Irritable bowel syndrome (IBS) is a common gut disorder, affecting 10–20 percent of the population.
Characterized by abdominal discomfort or pain, constipation, diarrhea, and bloating, the exact causes of IBS are difficult to pin down.
Diagnosis is equally tricky, and, currently, there are no reliable tests. Doctors can only rule out other conditions.
For instance, blood analysis may be used to identify celiac disease or another condition that might explain the symptoms, and stool samples can rule out inflammatory bowel disorder or infections.
Another option is a colonoscopy, which allows doctors to visually inspect the bowel, but it is an invasive procedure that can be painful.
Because of these difficulties, IBS often goes undiagnosed, and people do not receive treatment that could potentially relieve their symptoms.
Listening in on digestion
Researchers at the Marshall Centre at the University of Western Australia in Perth are approaching this diagnostic conundrum from an unusual direction.
Their results were recently presented at Digestive Disease Week — a gathering of experts in the fields of gastroenterology, hepatology, endoscopy, and gastrointestinal surgery — held in Washington, D.C.
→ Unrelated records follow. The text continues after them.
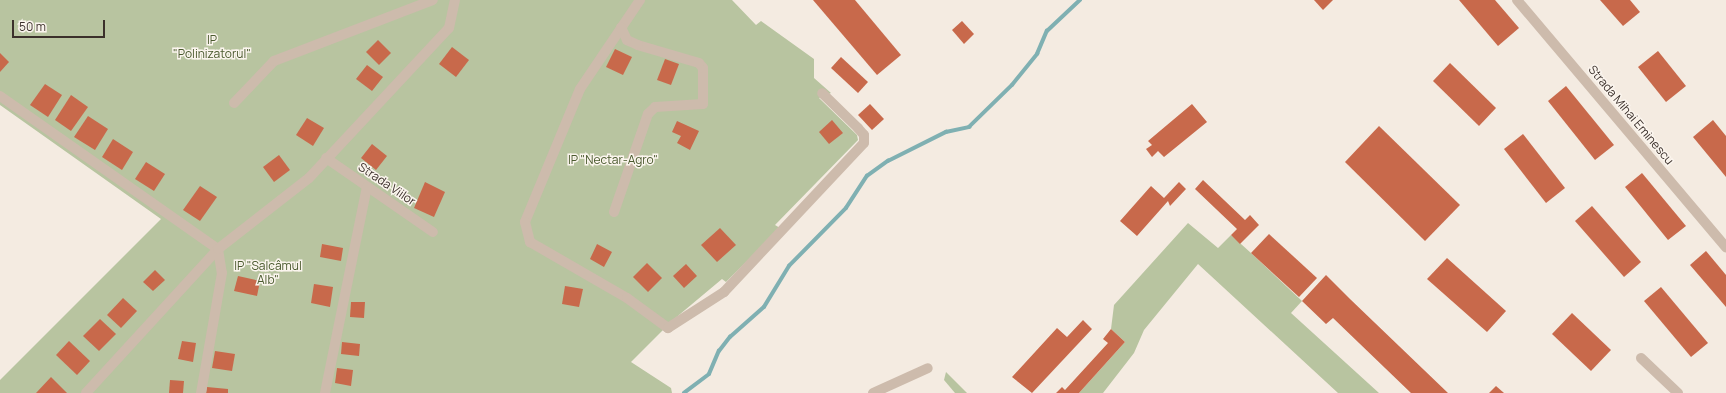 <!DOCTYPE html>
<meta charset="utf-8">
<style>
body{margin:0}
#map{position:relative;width:1726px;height:393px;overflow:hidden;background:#f4ebe1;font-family:Manrope,sans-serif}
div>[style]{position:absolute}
.green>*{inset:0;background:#b8c4a0}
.stream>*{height:3.5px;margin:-1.75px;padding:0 1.75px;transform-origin:1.75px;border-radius:1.75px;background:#7fb0b2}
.building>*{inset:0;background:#c8694b}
.street>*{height:10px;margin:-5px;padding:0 5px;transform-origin:5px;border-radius:5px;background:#cdbbac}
span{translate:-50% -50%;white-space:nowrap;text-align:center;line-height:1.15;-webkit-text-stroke:3px #fbf5ee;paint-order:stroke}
.park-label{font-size:12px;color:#4a5a2e}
.street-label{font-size:12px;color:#3b302b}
.scale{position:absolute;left:12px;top:20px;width:93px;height:18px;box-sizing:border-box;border:2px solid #3b302b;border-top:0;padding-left:5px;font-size:12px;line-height:14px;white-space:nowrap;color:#3b302b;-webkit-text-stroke:3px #fbf5ee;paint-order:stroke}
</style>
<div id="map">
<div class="green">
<i style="clip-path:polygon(0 0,732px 0,756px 25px,761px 21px,814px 59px,814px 78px,831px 93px,819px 98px,857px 135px,858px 140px,775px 225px,780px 228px,726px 282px,722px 279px,673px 320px,631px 362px,671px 388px,672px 393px,0 393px,0 380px,161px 219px,0 105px)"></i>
<i style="clip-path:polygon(1188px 223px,1218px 248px,1231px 235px,1251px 253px,1302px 301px,1291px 313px,1379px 393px,1338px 393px,1198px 264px,1144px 330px,1134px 353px,1103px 393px,1079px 393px,1125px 342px,1111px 329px,1114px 305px)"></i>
<i style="clip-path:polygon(946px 372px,967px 393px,955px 393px,944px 380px)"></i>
</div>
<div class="stream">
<i style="left:684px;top:393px;width:31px;rotate:-37deg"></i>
<i style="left:709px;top:374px;width:25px;rotate:-67deg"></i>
<i style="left:719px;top:351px;width:18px;rotate:-52deg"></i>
<i style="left:730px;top:337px;width:45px;rotate:-41.4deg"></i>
<i style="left:764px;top:307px;width:48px;rotate:-58.6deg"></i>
<i style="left:789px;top:266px;width:81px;rotate:-45.5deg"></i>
<i style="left:846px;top:208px;width:38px;rotate:-57deg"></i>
<i style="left:867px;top:176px;width:26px;rotate:-36deg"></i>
<i style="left:888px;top:161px;width:65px;rotate:-26.6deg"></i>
<i style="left:946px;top:132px;width:24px;rotate:-12deg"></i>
<i style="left:969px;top:127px;width:60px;rotate:-44.3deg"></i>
<i style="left:1012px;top:85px;width:40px;rotate:-51deg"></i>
<i style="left:1037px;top:54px;width:25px;rotate:-67deg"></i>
<i style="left:1047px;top:31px;width:45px;rotate:-43.2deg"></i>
</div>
<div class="building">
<i style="clip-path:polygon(813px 0,855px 0,901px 55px,877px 75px)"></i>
<i style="clip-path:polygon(1314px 0,1333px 0,1323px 10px)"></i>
<i style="clip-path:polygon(1459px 0,1495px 0,1519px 28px,1498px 46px)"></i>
<i style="clip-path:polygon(1600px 0,1630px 0,1640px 12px,1623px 26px)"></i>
<i style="clip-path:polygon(962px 21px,974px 34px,964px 44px,952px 30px)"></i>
<i style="clip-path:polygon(378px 40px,391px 53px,379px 65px,366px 52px)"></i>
<i style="clip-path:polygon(452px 47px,469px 60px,456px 77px,439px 64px)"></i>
<i style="clip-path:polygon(615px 49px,632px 57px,623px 75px,606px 67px)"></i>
<i style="clip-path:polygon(1658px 51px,1686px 86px,1666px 102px,1638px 67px)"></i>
<i style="clip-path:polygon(0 53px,9px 62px,0 72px)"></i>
<i style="clip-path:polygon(841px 57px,868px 82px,858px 93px,831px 68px)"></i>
<i style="clip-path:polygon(665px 59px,679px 64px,671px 85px,657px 80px)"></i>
<i style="clip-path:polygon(1450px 63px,1496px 108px,1479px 126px,1433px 81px)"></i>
<i style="clip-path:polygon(367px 65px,383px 77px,372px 91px,356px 79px)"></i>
<i style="clip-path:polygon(45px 84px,62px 95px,48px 117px,30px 105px)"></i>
<i style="clip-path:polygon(1566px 86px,1614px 145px,1595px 160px,1548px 101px)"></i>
<i style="clip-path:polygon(71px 95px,88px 107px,71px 131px,55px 120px)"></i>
<i style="clip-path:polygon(870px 104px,884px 119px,872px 130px,858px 115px)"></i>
<i style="clip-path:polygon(1192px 104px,1207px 122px,1164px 157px,1158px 151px,1152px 157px,1146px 149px,1152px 145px,1148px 141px)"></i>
<i style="clip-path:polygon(88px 116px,108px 129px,95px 150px,74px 137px)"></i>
<i style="clip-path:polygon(307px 118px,324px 128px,313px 146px,296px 135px)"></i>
<i style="clip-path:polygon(832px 120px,843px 133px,829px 144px,819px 132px)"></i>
<i style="clip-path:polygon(1713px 120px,1726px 136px,1726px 177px,1693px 137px)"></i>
<i style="clip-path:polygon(677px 121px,699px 131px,690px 150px,677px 143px,681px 136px,672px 132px)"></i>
<i style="clip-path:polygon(1379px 126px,1460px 205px,1425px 241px,1345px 162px)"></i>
<i style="clip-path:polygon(1523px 134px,1565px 188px,1546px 203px,1504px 149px)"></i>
<i style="clip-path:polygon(113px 139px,133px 152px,122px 170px,102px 157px)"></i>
<i style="clip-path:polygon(372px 144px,387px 156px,376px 170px,361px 158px)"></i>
<i style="clip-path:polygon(279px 155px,290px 170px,274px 182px,263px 167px)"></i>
<i style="clip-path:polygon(146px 162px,165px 174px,154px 191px,135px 179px)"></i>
<i style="clip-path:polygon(1642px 173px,1686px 226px,1668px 240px,1625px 187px)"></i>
<i style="clip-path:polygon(1203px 180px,1245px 220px,1250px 215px,1259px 225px,1240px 244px,1231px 235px,1237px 229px,1195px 189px)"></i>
<i style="clip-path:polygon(425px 182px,445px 192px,434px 217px,414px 208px)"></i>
<i style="clip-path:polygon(1179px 182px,1186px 189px,1170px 206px,1168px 201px,1137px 236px,1120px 221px,1151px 186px,1164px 198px)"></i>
<i style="clip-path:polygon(200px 186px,217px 197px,200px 221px,183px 210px)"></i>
<i style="clip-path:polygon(1592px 206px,1641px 262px,1624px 277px,1575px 221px)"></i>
<i style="clip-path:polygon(720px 228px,736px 245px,717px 262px,701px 245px)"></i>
<i style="clip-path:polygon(1269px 234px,1317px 278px,1299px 297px,1251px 253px)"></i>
<i style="clip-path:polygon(322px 244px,343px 248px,341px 261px,320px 257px)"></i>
<i style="clip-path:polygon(597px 244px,612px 252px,604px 267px,590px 259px)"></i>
<i style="clip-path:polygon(1706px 251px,1726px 275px,1726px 307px,1690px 265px)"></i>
<i style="clip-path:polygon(1447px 258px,1506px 311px,1487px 332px,1427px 279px)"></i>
<i style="clip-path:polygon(647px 263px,662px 278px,648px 292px,633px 277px)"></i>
<i style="clip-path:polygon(686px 264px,697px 276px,684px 288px,673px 276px)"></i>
<i style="clip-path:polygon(155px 270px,165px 280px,153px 291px,143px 282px)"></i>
<i style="clip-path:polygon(1326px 275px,1350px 299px,1448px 393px,1411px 393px,1333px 318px,1326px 324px,1302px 301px)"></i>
<i style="clip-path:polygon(238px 276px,260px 281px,257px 296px,234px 291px)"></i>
<i style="clip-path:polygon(314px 284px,333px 287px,330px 307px,311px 303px)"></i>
<i style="clip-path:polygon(565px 286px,583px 289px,579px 307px,562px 304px)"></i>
<i style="clip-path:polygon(1661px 287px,1708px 343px,1691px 357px,1644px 301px)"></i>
<i style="clip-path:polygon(123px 298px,137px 311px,121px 328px,107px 315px)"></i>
<i style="clip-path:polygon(351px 302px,365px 302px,364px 318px,350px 317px)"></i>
<i style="clip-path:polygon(1572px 313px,1611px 350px,1591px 371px,1552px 334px)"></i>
<i style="clip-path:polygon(100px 319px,116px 334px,99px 351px,83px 336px)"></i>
<i style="clip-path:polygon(1083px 320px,1092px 329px,1032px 393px,1012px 377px,1057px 328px,1067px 337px)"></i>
<i style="clip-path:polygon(1111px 329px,1125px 342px,1079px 393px,1056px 393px,1062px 387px,1065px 390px,1108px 343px,1103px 339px)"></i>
<i style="clip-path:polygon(69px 341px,90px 361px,77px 375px,56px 355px)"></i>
<i style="clip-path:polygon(182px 341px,196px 343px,193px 362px,178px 359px)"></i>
<i style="clip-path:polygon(342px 342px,360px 344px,359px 356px,341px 354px)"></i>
<i style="clip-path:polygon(215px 351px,235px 354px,232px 371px,212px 368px)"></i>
<i style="clip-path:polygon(337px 368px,353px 370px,351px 386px,335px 383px)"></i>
<i style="clip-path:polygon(51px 377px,67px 393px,36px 393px)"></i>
<i style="clip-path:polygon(170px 380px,184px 381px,183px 393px,169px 393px)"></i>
<i style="clip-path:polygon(1496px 386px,1504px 393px,1489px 393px)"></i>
<i style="clip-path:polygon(207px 387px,228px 389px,228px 393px,206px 393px)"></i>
</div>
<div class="street">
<i style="left:640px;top:0;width:107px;rotate:124deg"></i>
<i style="left:580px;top:89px;width:144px;rotate:112.5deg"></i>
<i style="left:525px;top:222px;width:21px;rotate:76deg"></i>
<i style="left:530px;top:242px;width:112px;rotate:30deg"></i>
<i style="left:627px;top:298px;width:51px;rotate:36.2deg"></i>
<i style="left:668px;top:328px;width:67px;rotate:-32.7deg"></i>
<i style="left:724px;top:292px;width:204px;rotate:-46.8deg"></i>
<i style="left:864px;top:143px;width:8px;rotate:-90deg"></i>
<i style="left:864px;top:135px;width:9px;rotate:-131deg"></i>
<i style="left:858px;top:128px;width:50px;rotate:-135.8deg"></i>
<i style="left:1517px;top:0;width:324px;rotate:49.8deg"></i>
<i style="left:0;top:96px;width:266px;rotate:35.1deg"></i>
<i style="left:218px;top:249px;width:24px;rotate:81deg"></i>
<i style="left:222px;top:273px;width:122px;rotate:99.9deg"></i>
<i style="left:234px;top:103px;width:58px;rotate:-46.4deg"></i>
<i style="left:274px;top:61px;width:170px;rotate:-21deg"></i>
<i style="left:326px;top:158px;width:130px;rotate:34.7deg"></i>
<i style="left:614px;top:212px;width:104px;rotate:-70.9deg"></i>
<i style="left:648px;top:114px;width:10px;rotate:-45deg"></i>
<i style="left:655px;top:107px;width:48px;rotate:-3.6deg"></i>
<i style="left:703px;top:104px;width:36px;rotate:-90deg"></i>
<i style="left:703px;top:68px;width:6px;rotate:-129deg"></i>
<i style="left:699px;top:63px;width:64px;rotate:-163.6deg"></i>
<i style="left:638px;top:45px;width:12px;rotate:-156deg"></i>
<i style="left:627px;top:40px;width:14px;rotate:-115deg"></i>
<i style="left:1641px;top:358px;width:51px;rotate:43.4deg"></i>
<i style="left:86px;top:393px;width:195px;rotate:-47.5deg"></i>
<i style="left:218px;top:249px;width:115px;rotate:-38deg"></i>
<i style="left:309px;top:178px;width:205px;rotate:-47deg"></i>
<i style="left:449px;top:28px;width:29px;rotate:-78deg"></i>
<i style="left:325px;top:393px;width:210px;rotate:-78.5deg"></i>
<i style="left:873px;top:393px;width:60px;rotate:-24.4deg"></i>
</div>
<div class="park-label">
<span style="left:212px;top:47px">IP<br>"Polinizatorul"</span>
<span style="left:613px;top:160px">IP "Nectar-Agro"</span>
<span style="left:268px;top:273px">IP "Salcâmul<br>Alb"</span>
</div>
<div class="street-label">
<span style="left:1631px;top:115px;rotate:50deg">Strada Mihai Eminescu</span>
<span style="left:387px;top:184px;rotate:34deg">Strada Viilor</span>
</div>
<div class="scale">50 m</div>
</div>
Study leader Barry Marshall, a Nobel Laureate and the director of the Marshall Centre, explains the researchers’ aims:
“IBS is an extremely common disorder that is notoriously difficult to diagnose. We wanted to find a way to listen to the rumblings and grumblings of the gut to identify patterns that characterize chronic gut conditions, like IBS.”
The equipment that they used to listen in on the gut’s activity came into existence for very different reasons.
As Marshall explains, “We used acoustic sensing technology that was originally created to track the munching sounds of termites to see if we could detect problems in the human gut.”
Machine learning and acoustic data
This acoustic technology was fitted to a wearable belt. And, using machine learning techniques, the belt was trained to distinguish the complicated patterns of sounds that are made by the human gut as it works.
Initially, the belt was fitted on 31 people with IBS diagnoses and 37 people without IBS. Any sounds were tracked for 2 hours after fasting and then for 40 minutes after a meal.
From this acoustic data, their system was able to build up an “IBS acoustic index model.” They used a statistical method referred to as “leave one out cross-validation” to build up the system’s accuracy.
Next, they used the belt on 15 patients with IBS and 15 people without. It correctly diagnosed IBS in 87 percent of cases.
“This study allowed us to achieve proof of concept. Once we further develop the belt and test it on more patients, this tool will be intended for use in primary care settings for the diagnosis of IBS.”
Josephine Muir, Ph.D., associate director of the Marshall Centre
The team plans to continue testing the technology and fine-tuning the data capture and analysis.
Muir concludes, “The hope is that this new technology can offer a less invasive way to diagnose this painful, and sometimes debilitating, condition.”